Joseph Byrd, leader of the pioneering psychedelic rock band the United States of America, died in November at the age of 87.
Byrd’s death on Nov. 2 went largely unreported until his family submitted a death notice to the Los Angeles Times, the New York Times reports. Byrd died suddenly at his home in Medford, Oregon, his family said. No cause of death was provided.
Born in Louisville, Kentucky and raised in Tucson, Arizona, Byrd studied music under avant-garde composers like John Cage and La Monte Young and was a participant in Cage’s Fluxus movement of experimental performances; Byrd’s first live performance, his family wrote in his death notice, was at Yoko Ono’s New York loft.
After moving to Los Angeles with fellow musicologist and then-girlfriend Dorothy Moskowitz, Byrd enrolled in UCLA’s musicology program, formed the New Music Workshop, and ultimately, with Moskowitz, founded the group the United States of America.
The band, which combined avant-garde elements with American folk music and the burgeoning psychedelic movement, released one self-titled album in 1968. Although the album wasn’t a success commercially — it peaked at Number 181 on the album charts — The United States of America is now regarded as one of the most adventurous and innovative LPs of the acid rock era.
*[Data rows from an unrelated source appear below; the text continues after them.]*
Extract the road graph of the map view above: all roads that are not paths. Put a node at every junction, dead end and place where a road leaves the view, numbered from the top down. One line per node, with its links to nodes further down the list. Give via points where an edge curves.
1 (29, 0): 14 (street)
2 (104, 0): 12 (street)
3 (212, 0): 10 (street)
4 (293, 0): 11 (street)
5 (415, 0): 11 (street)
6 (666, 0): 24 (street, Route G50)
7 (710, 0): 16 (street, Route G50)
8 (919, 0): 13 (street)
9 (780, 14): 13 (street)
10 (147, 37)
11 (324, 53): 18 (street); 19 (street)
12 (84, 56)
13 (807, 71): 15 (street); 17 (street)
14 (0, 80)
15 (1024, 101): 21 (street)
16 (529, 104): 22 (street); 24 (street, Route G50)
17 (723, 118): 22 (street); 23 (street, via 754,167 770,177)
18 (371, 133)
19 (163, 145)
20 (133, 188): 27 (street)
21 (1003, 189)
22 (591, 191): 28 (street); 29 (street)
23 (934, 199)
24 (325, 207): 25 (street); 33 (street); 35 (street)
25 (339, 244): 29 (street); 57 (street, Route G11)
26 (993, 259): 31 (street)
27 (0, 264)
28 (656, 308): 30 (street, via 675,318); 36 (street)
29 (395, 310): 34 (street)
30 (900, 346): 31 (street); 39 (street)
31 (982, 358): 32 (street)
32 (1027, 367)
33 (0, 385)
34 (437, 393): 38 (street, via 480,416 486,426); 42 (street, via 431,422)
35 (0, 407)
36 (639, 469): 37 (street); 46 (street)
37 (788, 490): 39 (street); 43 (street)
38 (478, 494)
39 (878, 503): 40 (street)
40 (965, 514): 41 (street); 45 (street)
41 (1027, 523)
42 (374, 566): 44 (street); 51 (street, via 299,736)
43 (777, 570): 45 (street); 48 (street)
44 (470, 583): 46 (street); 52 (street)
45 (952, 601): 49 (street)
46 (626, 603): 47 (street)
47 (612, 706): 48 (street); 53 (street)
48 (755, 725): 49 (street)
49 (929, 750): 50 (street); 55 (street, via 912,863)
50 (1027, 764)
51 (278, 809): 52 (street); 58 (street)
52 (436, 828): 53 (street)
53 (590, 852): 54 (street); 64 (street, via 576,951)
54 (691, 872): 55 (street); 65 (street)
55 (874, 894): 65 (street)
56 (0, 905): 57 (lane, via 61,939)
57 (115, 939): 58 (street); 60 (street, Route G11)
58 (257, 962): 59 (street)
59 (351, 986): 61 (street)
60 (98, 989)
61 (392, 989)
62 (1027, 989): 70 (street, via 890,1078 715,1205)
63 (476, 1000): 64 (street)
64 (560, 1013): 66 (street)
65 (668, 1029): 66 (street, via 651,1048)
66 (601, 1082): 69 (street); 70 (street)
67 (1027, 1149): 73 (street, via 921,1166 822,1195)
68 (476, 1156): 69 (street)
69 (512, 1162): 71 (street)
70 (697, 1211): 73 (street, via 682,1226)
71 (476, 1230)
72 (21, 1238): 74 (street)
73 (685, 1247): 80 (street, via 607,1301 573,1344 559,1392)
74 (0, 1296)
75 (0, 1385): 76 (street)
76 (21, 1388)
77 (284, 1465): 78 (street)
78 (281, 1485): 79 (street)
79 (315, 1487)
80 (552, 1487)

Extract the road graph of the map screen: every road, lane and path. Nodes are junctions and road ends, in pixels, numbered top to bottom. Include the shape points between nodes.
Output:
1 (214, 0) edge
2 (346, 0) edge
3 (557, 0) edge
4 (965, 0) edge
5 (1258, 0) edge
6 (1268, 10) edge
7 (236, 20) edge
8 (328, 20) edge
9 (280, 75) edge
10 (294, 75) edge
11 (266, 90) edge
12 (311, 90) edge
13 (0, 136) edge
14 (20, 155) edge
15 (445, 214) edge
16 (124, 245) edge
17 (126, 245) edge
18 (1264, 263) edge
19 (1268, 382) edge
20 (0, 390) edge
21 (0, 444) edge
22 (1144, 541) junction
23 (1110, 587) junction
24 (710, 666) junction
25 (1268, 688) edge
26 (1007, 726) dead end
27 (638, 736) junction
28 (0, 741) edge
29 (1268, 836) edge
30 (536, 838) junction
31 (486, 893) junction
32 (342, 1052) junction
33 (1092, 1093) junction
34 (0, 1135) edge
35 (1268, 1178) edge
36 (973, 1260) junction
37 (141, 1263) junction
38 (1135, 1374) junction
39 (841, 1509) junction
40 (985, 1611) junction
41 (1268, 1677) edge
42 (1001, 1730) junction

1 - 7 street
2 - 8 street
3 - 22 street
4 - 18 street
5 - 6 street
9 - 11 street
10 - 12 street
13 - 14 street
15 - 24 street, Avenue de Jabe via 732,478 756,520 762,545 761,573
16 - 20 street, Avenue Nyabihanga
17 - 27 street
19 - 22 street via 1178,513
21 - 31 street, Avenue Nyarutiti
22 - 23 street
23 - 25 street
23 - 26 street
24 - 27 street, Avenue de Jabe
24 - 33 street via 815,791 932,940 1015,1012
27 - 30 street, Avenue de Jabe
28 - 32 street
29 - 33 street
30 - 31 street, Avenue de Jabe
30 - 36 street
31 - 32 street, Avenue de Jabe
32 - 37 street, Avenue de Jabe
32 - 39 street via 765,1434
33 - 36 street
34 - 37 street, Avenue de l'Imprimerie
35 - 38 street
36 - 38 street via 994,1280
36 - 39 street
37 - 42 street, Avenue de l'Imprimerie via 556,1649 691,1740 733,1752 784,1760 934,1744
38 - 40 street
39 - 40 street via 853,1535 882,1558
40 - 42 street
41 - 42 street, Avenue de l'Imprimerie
Following the release of their debut album, the United States of America broke up, but Byrd continued to make music, including 1969’s The American Metaphysical Circus, featuring his early use of both the synthesizer and vocoder. He contributed to Phil Ochs’ “Crucifixion” on that singer-songwriter’s classic Pleasures of the Harbor, and became a professor of American music at Cal-State Fullerton.
During his time as a professor, Byrd released his 1976 album Yankee Transcendoodle, a reimagining of American patriotic music for the synthesizer; the album was later included on our list of 10 Weird Albums Rolling Stone Loved in the 1970s You’ve Never Heard.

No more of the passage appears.